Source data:
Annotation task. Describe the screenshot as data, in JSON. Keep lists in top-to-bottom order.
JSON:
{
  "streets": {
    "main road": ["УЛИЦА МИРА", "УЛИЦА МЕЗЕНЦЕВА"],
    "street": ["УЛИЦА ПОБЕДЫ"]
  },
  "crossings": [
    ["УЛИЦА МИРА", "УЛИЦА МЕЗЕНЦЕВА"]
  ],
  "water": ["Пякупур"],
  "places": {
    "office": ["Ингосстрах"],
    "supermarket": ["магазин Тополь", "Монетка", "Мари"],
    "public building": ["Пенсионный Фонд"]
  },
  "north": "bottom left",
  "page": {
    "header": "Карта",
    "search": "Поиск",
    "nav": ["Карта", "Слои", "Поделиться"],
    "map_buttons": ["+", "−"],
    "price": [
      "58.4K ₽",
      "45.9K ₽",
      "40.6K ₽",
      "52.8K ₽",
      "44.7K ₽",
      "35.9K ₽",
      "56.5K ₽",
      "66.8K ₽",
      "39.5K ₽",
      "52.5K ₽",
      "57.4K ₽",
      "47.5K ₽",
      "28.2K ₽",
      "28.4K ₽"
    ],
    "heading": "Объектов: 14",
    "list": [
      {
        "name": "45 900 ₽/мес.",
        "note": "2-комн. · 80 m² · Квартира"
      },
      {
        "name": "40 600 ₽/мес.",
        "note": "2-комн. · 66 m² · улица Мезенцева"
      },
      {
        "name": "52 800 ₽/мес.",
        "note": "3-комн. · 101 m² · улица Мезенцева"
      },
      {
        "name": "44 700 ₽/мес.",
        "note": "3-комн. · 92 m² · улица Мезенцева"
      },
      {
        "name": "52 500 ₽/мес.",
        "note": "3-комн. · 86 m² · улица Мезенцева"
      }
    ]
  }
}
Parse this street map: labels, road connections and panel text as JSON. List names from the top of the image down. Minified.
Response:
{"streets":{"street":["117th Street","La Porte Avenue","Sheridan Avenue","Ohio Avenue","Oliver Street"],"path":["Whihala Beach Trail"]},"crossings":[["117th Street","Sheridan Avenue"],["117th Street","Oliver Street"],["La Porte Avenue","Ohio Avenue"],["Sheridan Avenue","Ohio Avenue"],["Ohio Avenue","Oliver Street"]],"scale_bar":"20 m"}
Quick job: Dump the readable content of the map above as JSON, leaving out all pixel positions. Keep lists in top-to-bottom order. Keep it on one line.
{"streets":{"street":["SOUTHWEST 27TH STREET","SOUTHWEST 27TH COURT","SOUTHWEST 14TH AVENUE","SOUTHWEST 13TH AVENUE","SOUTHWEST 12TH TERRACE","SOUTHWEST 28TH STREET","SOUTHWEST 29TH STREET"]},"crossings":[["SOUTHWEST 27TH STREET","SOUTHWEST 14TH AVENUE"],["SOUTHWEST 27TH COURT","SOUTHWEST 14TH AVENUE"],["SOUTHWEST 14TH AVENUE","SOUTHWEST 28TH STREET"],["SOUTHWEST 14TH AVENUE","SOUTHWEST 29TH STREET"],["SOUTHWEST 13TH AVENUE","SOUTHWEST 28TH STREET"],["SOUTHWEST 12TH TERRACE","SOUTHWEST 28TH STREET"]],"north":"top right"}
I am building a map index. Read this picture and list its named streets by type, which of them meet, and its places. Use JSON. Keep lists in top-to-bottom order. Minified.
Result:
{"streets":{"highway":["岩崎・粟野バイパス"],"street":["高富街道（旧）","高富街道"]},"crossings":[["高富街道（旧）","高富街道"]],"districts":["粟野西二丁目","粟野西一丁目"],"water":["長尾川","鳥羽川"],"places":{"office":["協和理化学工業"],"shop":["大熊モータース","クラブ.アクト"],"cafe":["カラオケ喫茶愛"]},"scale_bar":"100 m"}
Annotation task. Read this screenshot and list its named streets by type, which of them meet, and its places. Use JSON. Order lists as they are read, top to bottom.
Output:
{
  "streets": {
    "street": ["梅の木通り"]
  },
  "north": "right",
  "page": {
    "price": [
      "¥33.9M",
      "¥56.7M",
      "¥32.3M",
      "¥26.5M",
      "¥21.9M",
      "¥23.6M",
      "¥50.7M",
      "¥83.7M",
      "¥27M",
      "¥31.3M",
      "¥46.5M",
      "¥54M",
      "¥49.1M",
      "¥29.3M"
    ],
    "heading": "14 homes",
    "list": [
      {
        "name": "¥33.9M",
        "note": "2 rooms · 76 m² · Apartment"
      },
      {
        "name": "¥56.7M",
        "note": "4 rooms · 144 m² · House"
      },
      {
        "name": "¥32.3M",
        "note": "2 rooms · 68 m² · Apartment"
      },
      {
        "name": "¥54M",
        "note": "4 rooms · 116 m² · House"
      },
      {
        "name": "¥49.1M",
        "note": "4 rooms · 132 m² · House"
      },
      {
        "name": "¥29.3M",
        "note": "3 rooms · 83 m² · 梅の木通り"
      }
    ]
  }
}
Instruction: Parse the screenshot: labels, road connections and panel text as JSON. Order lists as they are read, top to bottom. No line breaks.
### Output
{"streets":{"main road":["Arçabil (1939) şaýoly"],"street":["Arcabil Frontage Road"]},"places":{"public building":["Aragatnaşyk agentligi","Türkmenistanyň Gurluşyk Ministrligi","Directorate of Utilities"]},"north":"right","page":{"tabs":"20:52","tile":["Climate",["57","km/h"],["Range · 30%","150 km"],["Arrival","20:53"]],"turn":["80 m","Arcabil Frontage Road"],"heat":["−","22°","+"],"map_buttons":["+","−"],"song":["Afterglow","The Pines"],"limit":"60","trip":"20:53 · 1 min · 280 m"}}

> TRY IT
Across the entries, state how many lines contain "type", giving the number only.

> OUTPUT BELOW
2